Il a fallu que les médias sonnent l’alarme pour qu’on apprenne la destruction imminente à Berthier d’un monastère de grande valeur historique.




La ministre de la Culture Nathalie Roy est alors intervenue, in extremis, pour retarder la démolition de 30 jours, histoire de trouver une solution permettant sa conservation.




Berthierville




Ce triste épisode a néanmoins la vertu de ramener au cœur de l’actualité la question centrale du patrimoine. Trop souvent, on le constate, dès que la préservation d’un édifice semble un peu compliquée, le réflexe québécois consiste à tout raser.




On refuse de faire preuve de sentimentalisme devant les vieilles pierres. Le développement économique ne saurait être entravé pour de telles considérations. S’il est nécessaire de détruire une vieille maison pour construire une tour à condos ou même un stationnement, on le fera. S’il faut jeter par terre un monastère ou un couvent, on le fera aussi.
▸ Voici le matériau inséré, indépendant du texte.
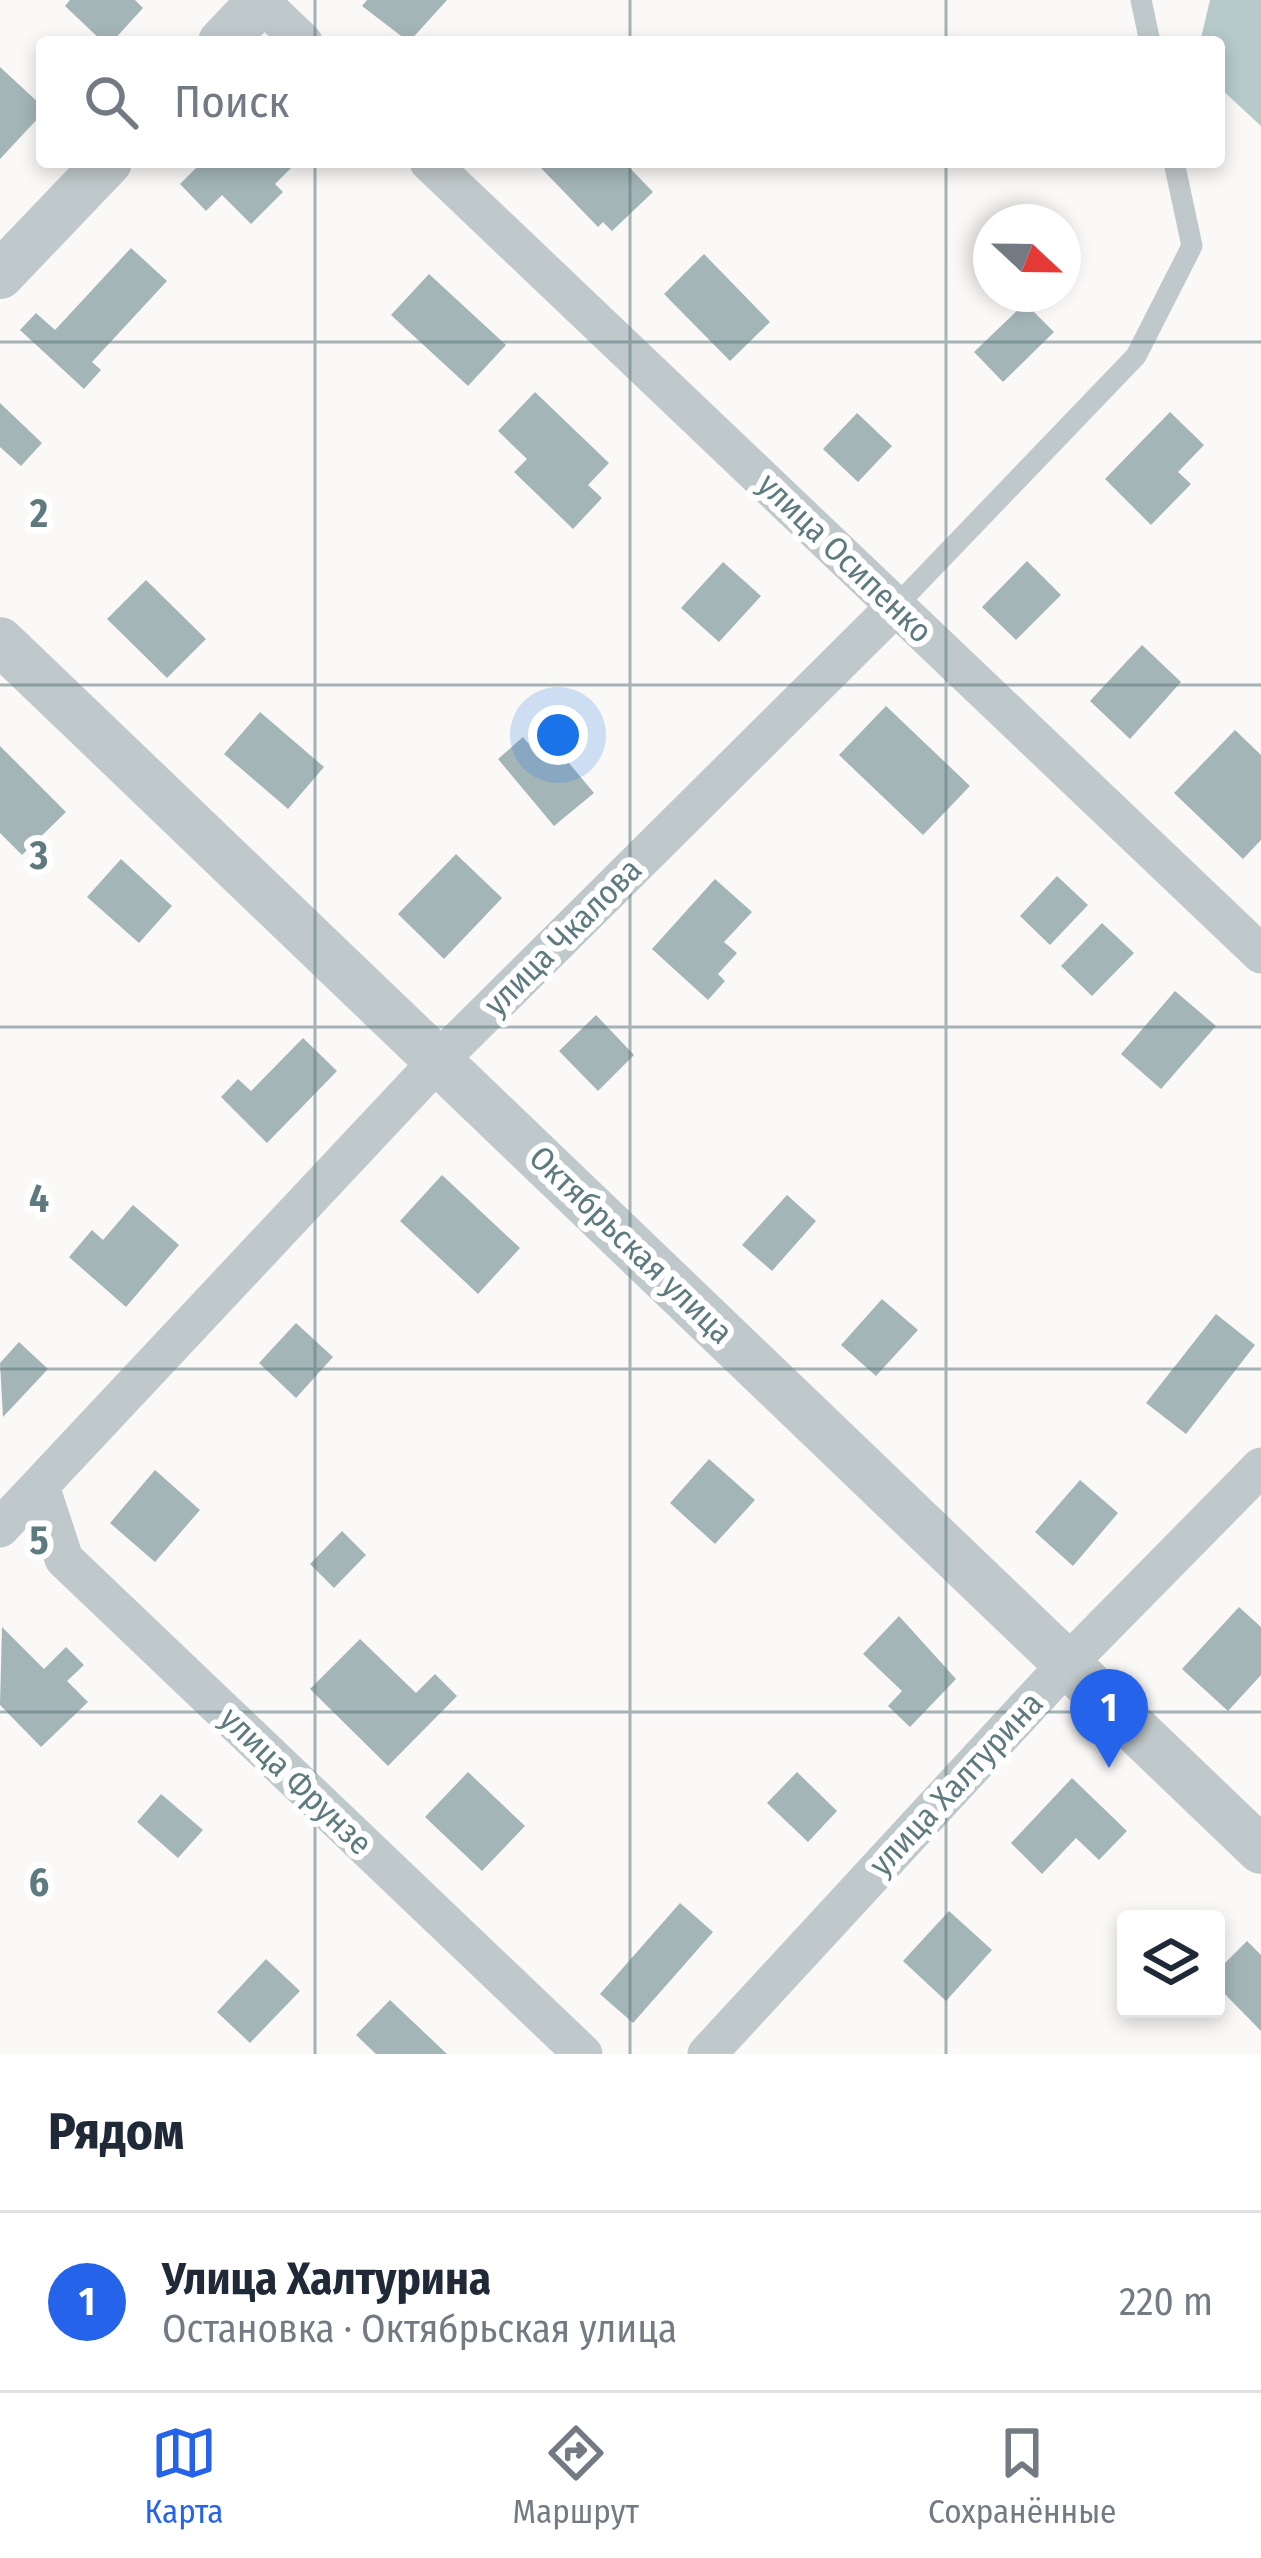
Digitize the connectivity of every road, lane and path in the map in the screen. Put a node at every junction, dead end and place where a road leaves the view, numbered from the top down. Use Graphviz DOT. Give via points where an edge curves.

On fabrique ainsi un monde plat, beige, monochrome, ennuyant. Certains s’imaginent pourtant sincèrement qu’il sera meilleur. Ils se disent préoccupés par l’avenir. Mais leur avenir ne donne pas envie.




Pourtant, le souci pour le patrimoine est plus qu’honorable. À travers lui, on se préoccupe de la préservation des traces du passé dans le présent. Il ne s’agit pas d’une forme de fétichisme réactionnaire. Un peuple qui ne serait pas capable de conserver des traces matérielles de sa mémoire deviendrait inévitablement étranger à son passé, devenu soudainement fantomatique et nébuleux. Il se condamnerait alors à vivre dans le vide et dans l’insignifiance.




C’est pourtant le destin que nous réservent ceux qui nous promettent un monde jetable, qu’il faudrait déconstruire à chaque génération, pour en reconstruire un nouveau. Faire table rase est rarement, pour ne pas dire jamais, une bonne idée. Un peuple qui se laisse gagner par cette idée mutile son identité.




Lorsqu’on visite un village lointain ou une ville étrangère, on est tenté de se diriger vers son quartier historique.




On y entend l’écho des générations passées. Les vieux siècles, et même, de temps en temps, les siècles oubliés, nous parlent à travers ces monuments où d’autres hommes et d’autres femmes ont vécu des sentiments semblables aux nôtres, dans des époques ayant peu de chose à voir avec la nôtre.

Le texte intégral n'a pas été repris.